Hormozi, Negin, Esmaeili, Akbar
Colloids and surfaces 2019 v.182 pp. 110368
Fourier transform infrared spectroscopy, X-ray diffraction, adverse effects, atomic absorption spectrometry, atomic force microscopy, coprecipitation, cytotoxicity, doxorubicin, human serum albumin, magnetism, magnetite, nanoparticles, neoplasm cells, pH, response surface methodology, scanning electron microscopy, system optimization, temperature, toxicity testing, ultraviolet-visible spectroscopy
In an ideal delivery system, carrier nanoparticles are used as a promising alternative with minimized adverse effects to treat a variety of diseases.
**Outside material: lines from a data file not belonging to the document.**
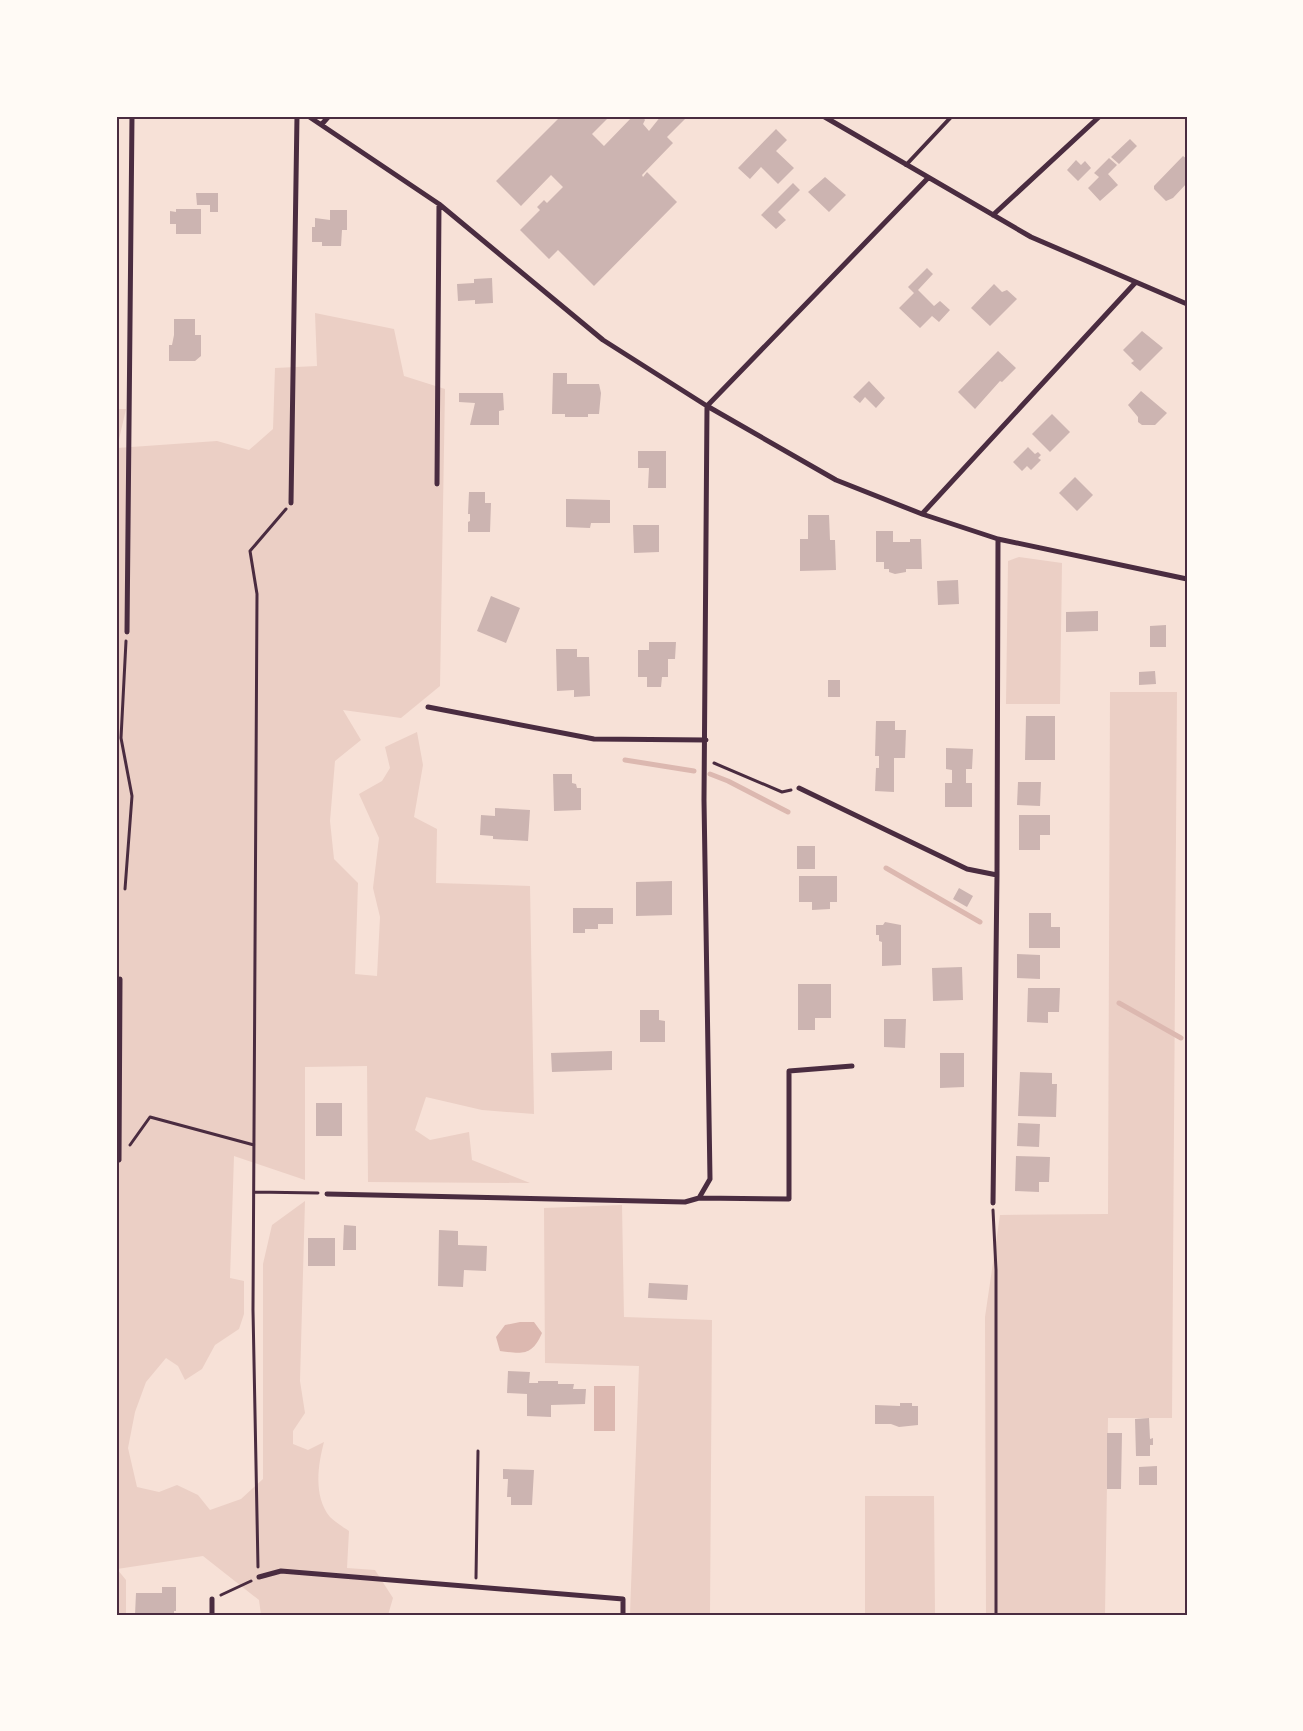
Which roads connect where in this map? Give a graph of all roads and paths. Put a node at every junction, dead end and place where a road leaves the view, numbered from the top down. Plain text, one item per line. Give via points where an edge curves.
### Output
1 (132, 116) edge
2 (297, 116) edge
3 (308, 116) edge
4 (330, 116) edge
5 (823, 116) edge
6 (952, 116) edge
7 (1100, 116) edge
8 (322, 124) junction
9 (906, 165) junction
10 (928, 178) junction
11 (439, 204) junction
12 (993, 215) junction
13 (1135, 283) junction
14 (1187, 304) edge
15 (708, 406) junction
16 (437, 484) dead end
17 (291, 503) joint
18 (922, 514) junction
19 (998, 539) junction
20 (1187, 579) edge
21 (127, 632) joint
22 (428, 707) dead end
23 (706, 740) junction
24 (706, 760) junction
25 (799, 788) joint
26 (997, 875) junction
27 (125, 889) dead end
28 (120, 979) dead end
29 (852, 1066) dead end
30 (254, 1144) junction
31 (118, 1159) edge
32 (254, 1192) junction
33 (327, 1194) joint
34 (699, 1198) junction
35 (993, 1203) joint
36 (478, 1451) dead end
37 (259, 1577) junction
38 (476, 1589) junction
39 (212, 1599) joint
40 (212, 1615) edge
41 (623, 1615) edge
42 (996, 1615) edge

1 - 21 street
2 - 17 street
3 - 8 street
4 - 8 street
5 - 9 street
6 - 9 lane
7 - 12 street
8 - 11 street
9 - 10 street
10 - 12 street
10 - 15 street
11 - 15 street via 603,340
11 - 16 street
12 - 13 street via 1031,237
13 - 14 street
13 - 18 street
15 - 18 street via 836,480
15 - 23 street
17 - 30 path via 250,551 257,594
18 - 19 street
19 - 20 street
19 - 26 street
21 - 27 path via 121,738 132,796
22 - 23 street via 594,739
23 - 24 street
24 - 25 path via 782,792
24 - 34 street via 710,1179
25 - 26 street via 967,870
26 - 35 street
28 - 31 street
29 - 34 street via 788,1071 789,1199
30 - 31 path via 150,1117
30 - 32 path
32 - 33 path
32 - 37 path via 253,1320
33 - 34 street via 684,1202
35 - 42 path via 996,1270
36 - 38 path
37 - 38 street via 281,1571
37 - 39 path
38 - 41 street via 623,1600
39 - 40 street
The purpose of this study was to create a targeted delivery system for doxorubicin hydrochloride (DOX−HCl), using Fe3O4-L@HSA-β-cyclodextrin (β-CD)/Allyl amine nanoparticles. In this study, magnetite nanoparticles (Fe3O4) were produced by co-precipitation, while albumin nanoparticles (HSA) were produced by the desolvation method. The properties of the nanoparticles were studied by scanning electron microscopy (SEM), Fourier transform infrared spectroscopy (FT-IR), X-ray diffraction (XRD), and vibrating sample magnetometer (VSM). To evaluate the loading of the drug on the synthesized nanoparticles, ultraviolet-visible spectrophotometry (UV–Vis) and atomic force microscopy (AFM) were used. DOX−HCl loading was studied by two experiments: an optimization method (OM) and a one-factor-at-a-time method (OFATM). Response surface methodology (RSM) was utilized to optimize the parameters. The optimal conditions for drug loading of nanoparticles in OM and OFATM methods were 81.46% and 77%, respectively. The release of DOX−HCl drug from the synthesized nanoparticles at a temperature of 37 °C and specific time in pH 5.3 and pH 7.4 was 83.35% and 38.39%, respectively. To examine the cytotoxicity of nanoparticles with drugs, the MTT assay was performed using MCF-7 cancer cells. Finally, cell uptake was tested using inductively coupled plasma-mass spectrometry (ICP-MS).